Único país do G7 que não legalizou o casamento entre pessoas do mesmo sexo, ainda que levantamento do Pew Research Center aponte que quase 80% dos japoneses com menos de 60 anos querem que a medida seja aprovada, o Japão é alvo de muitas críticas em relação a questões de gênero e sexualidade.
Esse panorama estimulou esportistas do país a abordarem cada vez mais o tema, aproveitando a vitrine dos Jogos para lutar por mudanças. “É um país marcado por um patriarcalismo super arraigado, avesso à homossexualidade.
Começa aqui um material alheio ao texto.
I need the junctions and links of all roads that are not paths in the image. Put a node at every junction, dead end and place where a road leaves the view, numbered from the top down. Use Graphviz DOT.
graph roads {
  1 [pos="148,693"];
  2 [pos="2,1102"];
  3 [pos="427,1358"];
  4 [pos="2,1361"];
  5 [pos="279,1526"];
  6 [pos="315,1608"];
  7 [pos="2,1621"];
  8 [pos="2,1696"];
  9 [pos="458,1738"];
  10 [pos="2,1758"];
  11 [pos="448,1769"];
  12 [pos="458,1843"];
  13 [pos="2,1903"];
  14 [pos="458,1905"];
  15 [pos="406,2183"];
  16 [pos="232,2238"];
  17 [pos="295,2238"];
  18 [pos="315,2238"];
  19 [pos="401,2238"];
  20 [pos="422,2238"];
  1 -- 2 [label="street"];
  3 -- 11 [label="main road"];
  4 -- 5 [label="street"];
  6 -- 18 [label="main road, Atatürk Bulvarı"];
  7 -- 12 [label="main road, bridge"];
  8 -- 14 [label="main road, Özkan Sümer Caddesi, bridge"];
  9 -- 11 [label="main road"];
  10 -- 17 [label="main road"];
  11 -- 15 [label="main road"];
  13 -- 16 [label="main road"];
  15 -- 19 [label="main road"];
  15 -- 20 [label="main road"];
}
Não deve ser fácil [ser um atleta gay] num país como o Japão”, afirma Camargo.
A presença de pessoas trans nos Jogos Olímpicos também é fruto de debate há anos. Após a classificação de Hubbard, da Nova Zelândia, às Olimpíadas, grupos passaram a pedir maior detalhamento dos critérios para dificultar o acesso dessas pessoas ao esporte de alto rendimento.
Esforços do tipo fizeram com que o ex-esgrimista Sugiyama Fumino, que defendeu o Japão pela seleção feminina do país, anunciasse ser um homem trans apenas após a aposentadoria. Mesmo depois de divulgar sua identidade de gênero, ele foi chamado de “mulher” ao ser citado como membro do Comitê Olímpico Japonês. A presença dele na entidade, porém, é símbolo de uma mudança que pode estar por vir.
Além dele, o jogador Kumi Yokoyama, que disputa a NWSL, a liga de futebol feminino dos Estados Unidos, pelo Washington Spirit, também tornou público o fato de ser um homem trans. Nenhum deles vai disputar os Jogos e, na lista da Outsports, não há atletas japoneses.
Para a brasileira Izzy, a decisão de “sair do armário” é a ponta do iceberg, já que passa por diversos fatores como segurança, conforto e a importância da ação. No futuro, ela espera que a sexualidade ou a identidade de gênero de atletas não seja mais uma questão. “Acho legal enxergar que podemos chegar a um ponto no mundo em que nem precisa ter toda essa atenção e necessidade de sair do armário.”
A atleta afirma que os valores olímpicos passam a ilusão de que o mundo esportivo vive em uma “bolha”. Ao observar o caso do Japão, que assinou um compromisso de não discriminação ao receber as Olimpíadas, percebe-se que a situação não é bem assim. “É perigoso perpetuar apenas a ilusão de viver valores olímpicos e não colocar isso em prática quando é mais necessário.”